Step 5: Tracking subscriptions

Okay, while you can (and should!) track subscriptions through your email delivery service (MailChimp, SendinBlue, etc.), it’s also a good practice to track things internally within your own site.

But the problem, again, is that Google Analytics doesn’t let you do that easily … probably since it’s another kind of an outbound click.

So this we’ve set up using events and goals again, but this time without a plugin to handle the part automatically. I mean, I’m sure there’s some cool plugin that can do that, but since the solution is relatively simple – just a piece of code – we’ve decided to implement this manually.
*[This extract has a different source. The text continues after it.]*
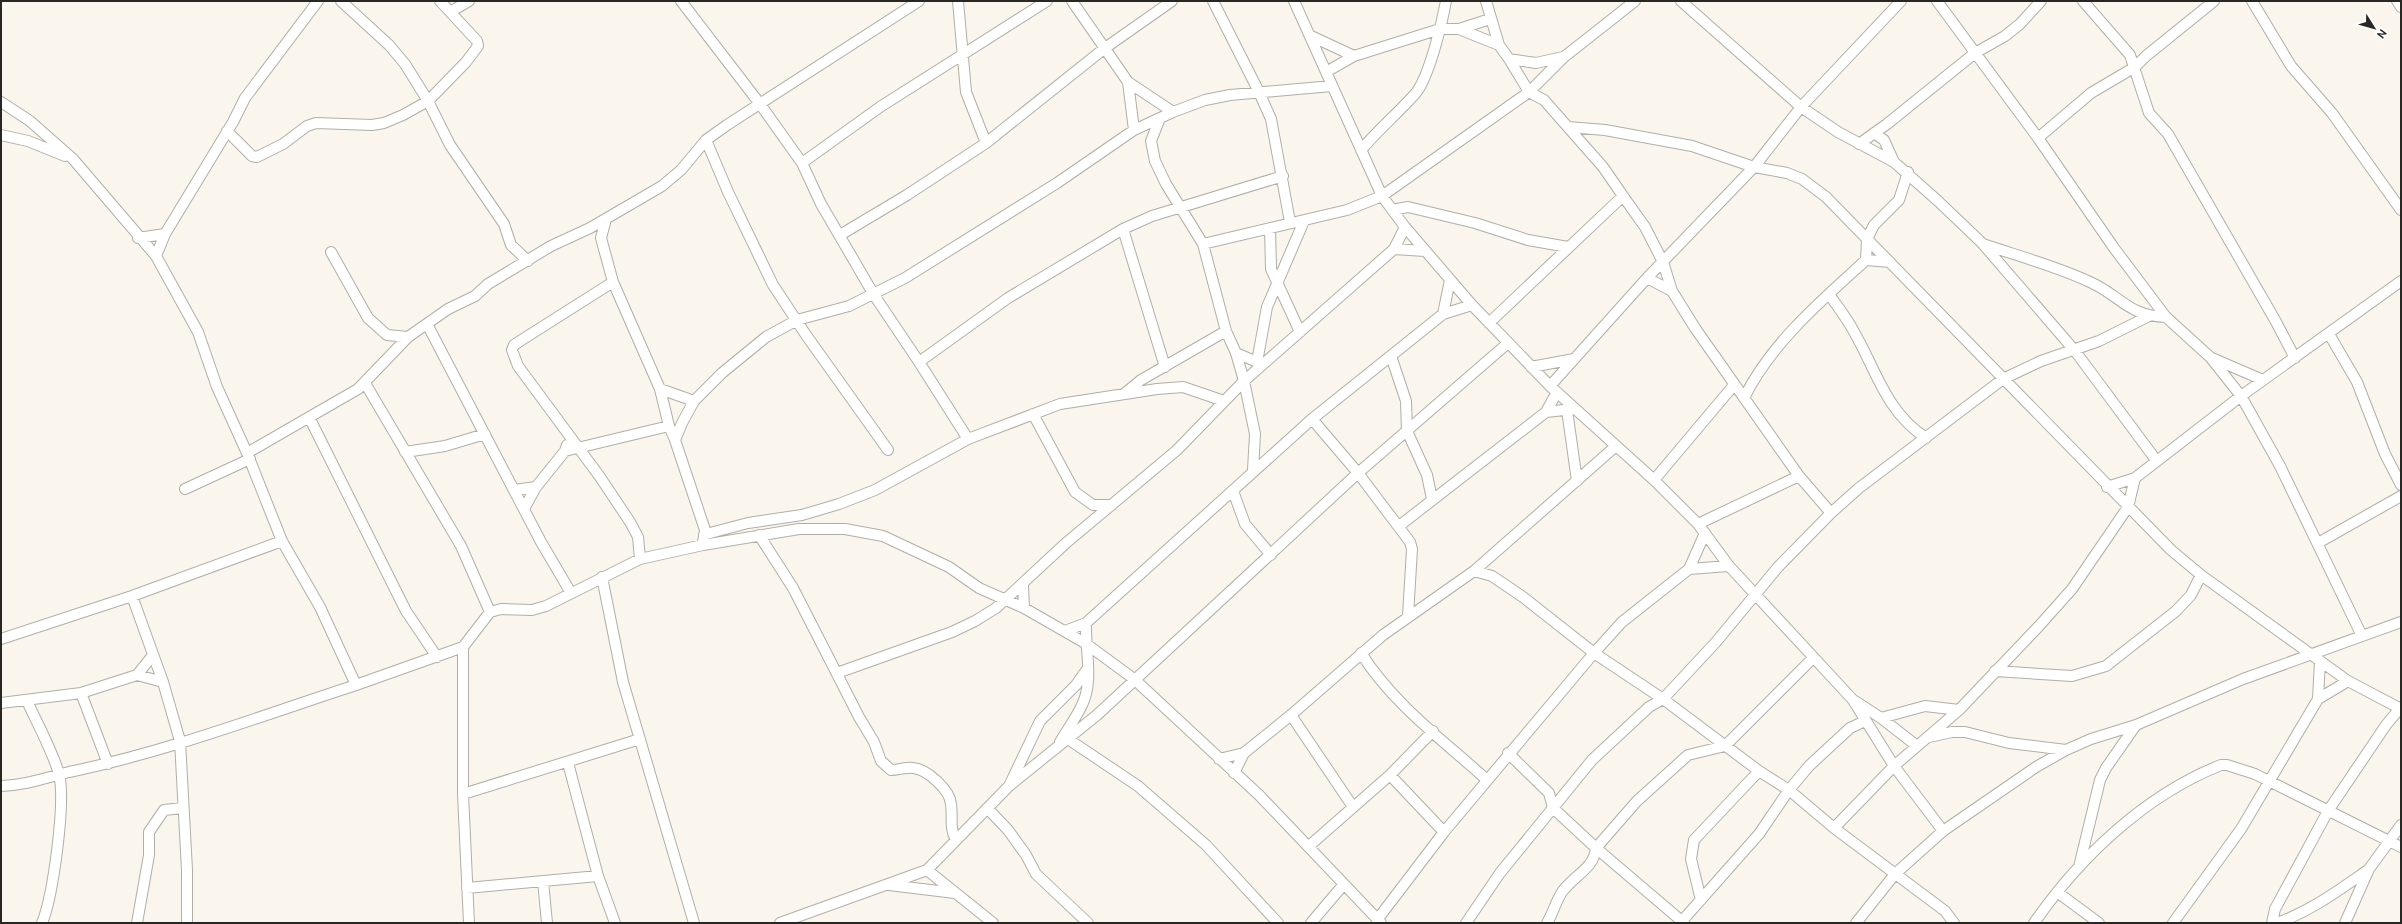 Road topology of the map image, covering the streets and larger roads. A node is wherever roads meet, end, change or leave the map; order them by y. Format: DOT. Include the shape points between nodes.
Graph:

Without further ado, we have this in the footer.php file of our blog theme:

jQuery("#mc-embedded-subscribe").click(function(){
	_gaq.push(['_trackEvent', 'Subscribe', 'Subscribed', '<?php the_permalink();?>']);
	window._tfa = window._tfa || [];
	_tfa.push({notify:"action", name: 'conversion'});
})

jQuery(".mc-field-group .button").click(function(){
	_gaq.push(['_trackEvent', 'Subscribe', 'Subscribed', '<?php the_permalink();?>']);
	window._tfa = window._tfa || [];
	_tfa.push({notify:"action", name: 'conversion'});
})

What it basically does is it just triggers a new action in Google Analytics whenever someone submits our email subscription form. We’re using jQuery for simplicity of calling the function, but it can be done with raw JS as well.

Simply speaking, the code above just sets an event: the category “Subscribe” and the action “Subscribed”.

You can then take this action and use it when creating a new goal – just like we did for the outbound clicks. So we have:

goal settings

Having this goal in place, gives us the possibility to, again, include it in Google Analytics report pages.

For example, if I sort the landing pages report by the conversion rate of that subscription goal, I see that this is basically the most effective post we have (for Dec 2016):

stats on subscription

In the end, I have a feeling that we’re only scratching the surface here, and that a lot more cool stuff can be found when doing experiments like these.

Personally, I have a love/hate relationship with Google Analytics. On the one hand, I hate the UI. But on the other, the possibilities never cease to amaze me.